Antes de concluir, se preguntó que quién más iba a saber las condiciones en que se encontraba el presidente Gustavo Díaz Ordaz, si él fue su médico y lo había operado en aquel período. El abuso de poder y la matanza, agregó, no fue ordenada por él, sino por el otro, quien abusó y se excedió con el pretexto de que las Olimpiadas, que se inaugurarían en el país el 12 de octubre de 1968, requerían, para su desarrollo, proyectar una imagen ordenada y pacífica de México. Gustavo Díaz Ordaz se responsabilizó a sí mismo de los acontecimientos, pero la mayoría ignora que el hombre se encontraba en proceso de recuperación tras la cirugía, completó el médico.
Añadió el galeno que tan enloquecido por el poder estaba Luis Echeverría Álvarez que, el jueves de Corpus Christi -10 de junio de 1971., ordenó otra embestida criminal contra estudiantes.
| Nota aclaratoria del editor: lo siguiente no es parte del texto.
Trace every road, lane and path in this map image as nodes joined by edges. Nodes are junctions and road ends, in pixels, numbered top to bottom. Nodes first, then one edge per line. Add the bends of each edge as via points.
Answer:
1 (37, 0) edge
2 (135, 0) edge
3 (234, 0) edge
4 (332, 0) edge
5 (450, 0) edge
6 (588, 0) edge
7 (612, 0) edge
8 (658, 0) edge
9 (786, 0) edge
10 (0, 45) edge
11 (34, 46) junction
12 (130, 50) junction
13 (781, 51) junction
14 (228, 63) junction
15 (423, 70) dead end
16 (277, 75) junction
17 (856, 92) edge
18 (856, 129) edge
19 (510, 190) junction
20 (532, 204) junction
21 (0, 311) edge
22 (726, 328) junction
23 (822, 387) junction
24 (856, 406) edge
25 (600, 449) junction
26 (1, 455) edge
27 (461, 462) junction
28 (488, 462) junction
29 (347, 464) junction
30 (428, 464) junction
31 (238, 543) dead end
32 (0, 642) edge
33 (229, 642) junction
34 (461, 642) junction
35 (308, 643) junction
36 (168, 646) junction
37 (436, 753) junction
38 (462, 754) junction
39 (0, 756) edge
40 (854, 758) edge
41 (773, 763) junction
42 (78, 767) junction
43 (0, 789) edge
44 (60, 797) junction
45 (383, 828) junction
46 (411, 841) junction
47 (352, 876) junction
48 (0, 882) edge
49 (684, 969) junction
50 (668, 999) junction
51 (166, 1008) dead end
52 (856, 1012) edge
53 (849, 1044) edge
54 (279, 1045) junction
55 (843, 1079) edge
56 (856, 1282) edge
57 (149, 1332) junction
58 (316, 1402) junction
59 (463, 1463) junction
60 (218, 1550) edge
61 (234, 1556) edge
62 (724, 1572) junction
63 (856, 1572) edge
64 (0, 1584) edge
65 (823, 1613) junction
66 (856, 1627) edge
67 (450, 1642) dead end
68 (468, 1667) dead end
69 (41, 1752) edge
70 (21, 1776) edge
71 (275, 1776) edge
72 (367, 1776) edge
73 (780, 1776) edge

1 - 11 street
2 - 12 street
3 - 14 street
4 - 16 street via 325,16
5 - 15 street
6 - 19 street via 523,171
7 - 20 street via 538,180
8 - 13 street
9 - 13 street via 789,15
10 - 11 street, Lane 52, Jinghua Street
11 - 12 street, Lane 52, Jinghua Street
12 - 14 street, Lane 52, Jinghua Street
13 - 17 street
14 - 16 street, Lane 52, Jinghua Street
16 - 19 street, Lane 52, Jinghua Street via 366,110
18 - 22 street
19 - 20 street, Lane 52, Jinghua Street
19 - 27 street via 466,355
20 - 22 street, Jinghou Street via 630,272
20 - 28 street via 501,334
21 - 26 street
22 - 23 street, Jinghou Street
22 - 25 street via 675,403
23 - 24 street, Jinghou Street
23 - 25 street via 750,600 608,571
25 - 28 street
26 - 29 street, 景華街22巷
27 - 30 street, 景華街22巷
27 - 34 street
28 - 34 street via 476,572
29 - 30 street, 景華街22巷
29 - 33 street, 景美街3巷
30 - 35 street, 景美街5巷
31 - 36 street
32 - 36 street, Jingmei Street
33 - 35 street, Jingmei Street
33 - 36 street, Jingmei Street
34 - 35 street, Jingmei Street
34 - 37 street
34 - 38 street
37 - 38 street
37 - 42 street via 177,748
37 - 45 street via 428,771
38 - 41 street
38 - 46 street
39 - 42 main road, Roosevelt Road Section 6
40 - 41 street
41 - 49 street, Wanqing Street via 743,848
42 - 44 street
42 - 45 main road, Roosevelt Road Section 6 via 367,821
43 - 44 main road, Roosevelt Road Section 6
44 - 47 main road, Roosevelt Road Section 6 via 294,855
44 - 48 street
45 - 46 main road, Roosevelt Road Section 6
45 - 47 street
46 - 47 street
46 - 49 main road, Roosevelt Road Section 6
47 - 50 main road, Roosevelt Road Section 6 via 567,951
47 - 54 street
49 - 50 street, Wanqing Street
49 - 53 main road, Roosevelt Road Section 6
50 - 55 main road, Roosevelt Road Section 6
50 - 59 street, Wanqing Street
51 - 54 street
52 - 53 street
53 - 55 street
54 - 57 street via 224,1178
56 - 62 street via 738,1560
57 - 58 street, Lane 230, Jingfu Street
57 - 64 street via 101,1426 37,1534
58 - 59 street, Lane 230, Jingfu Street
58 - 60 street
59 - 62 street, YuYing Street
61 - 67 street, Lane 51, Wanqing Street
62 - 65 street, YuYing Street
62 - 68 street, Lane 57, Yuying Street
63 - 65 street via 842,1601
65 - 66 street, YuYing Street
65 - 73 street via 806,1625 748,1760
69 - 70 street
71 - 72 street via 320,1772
Alguien tan cobarde, que no asume su responsabilidad públicamente y permite que un mandatario nacional se cumple totalmente de hechos tan reprobables, cuando en realidad estaba en cama, y posteriormente, ya con el poder absoluto en las manos, repite los asesinatos, ya como presidente de México, no merece credibilidad y sí, en cambio, el peso de las leyes y la condena histórica, recalcó.
El doctor Abelardo Zertuche Rodríguez confió en mí. Me dejó la encomienda de un día, cualquiera de mi vida, transmitir lo que él sabía acerca de la matanza de Tlatelolco, fecha que desde entonces, hasta el minuto presente, es motivo de marchas estudiantiles, cada 2 de octubre, en la Ciudad de México y en las principales urbes del territorio nacional.
Aclaro que, en lo personal, no simpatizo con la clase política mexicana que ha abusado del poder para beneficiarse en lo individual y favorecer a los grupos a los que pertenecen, siempre en perjuicio de la nación y de sus habitantes; sin embargo, hoy he escrito la información que me proporcionó el doctor Abelardo Zertuche Rodríguez, quien tenía un escenario más amplio sobre las condiciones de salud en que se encontraba al mandatario nacional, Gustavo Díaz Ordaz, en octubre de 1968.
Hoy, varios años después, cumplo la petición del amigo de mi abuelo materno, quien una tarde de mi juventud me regaló algunas horas de plática amena y me relató historias que contribuyeron a enriquecer mi anecdotario familiar.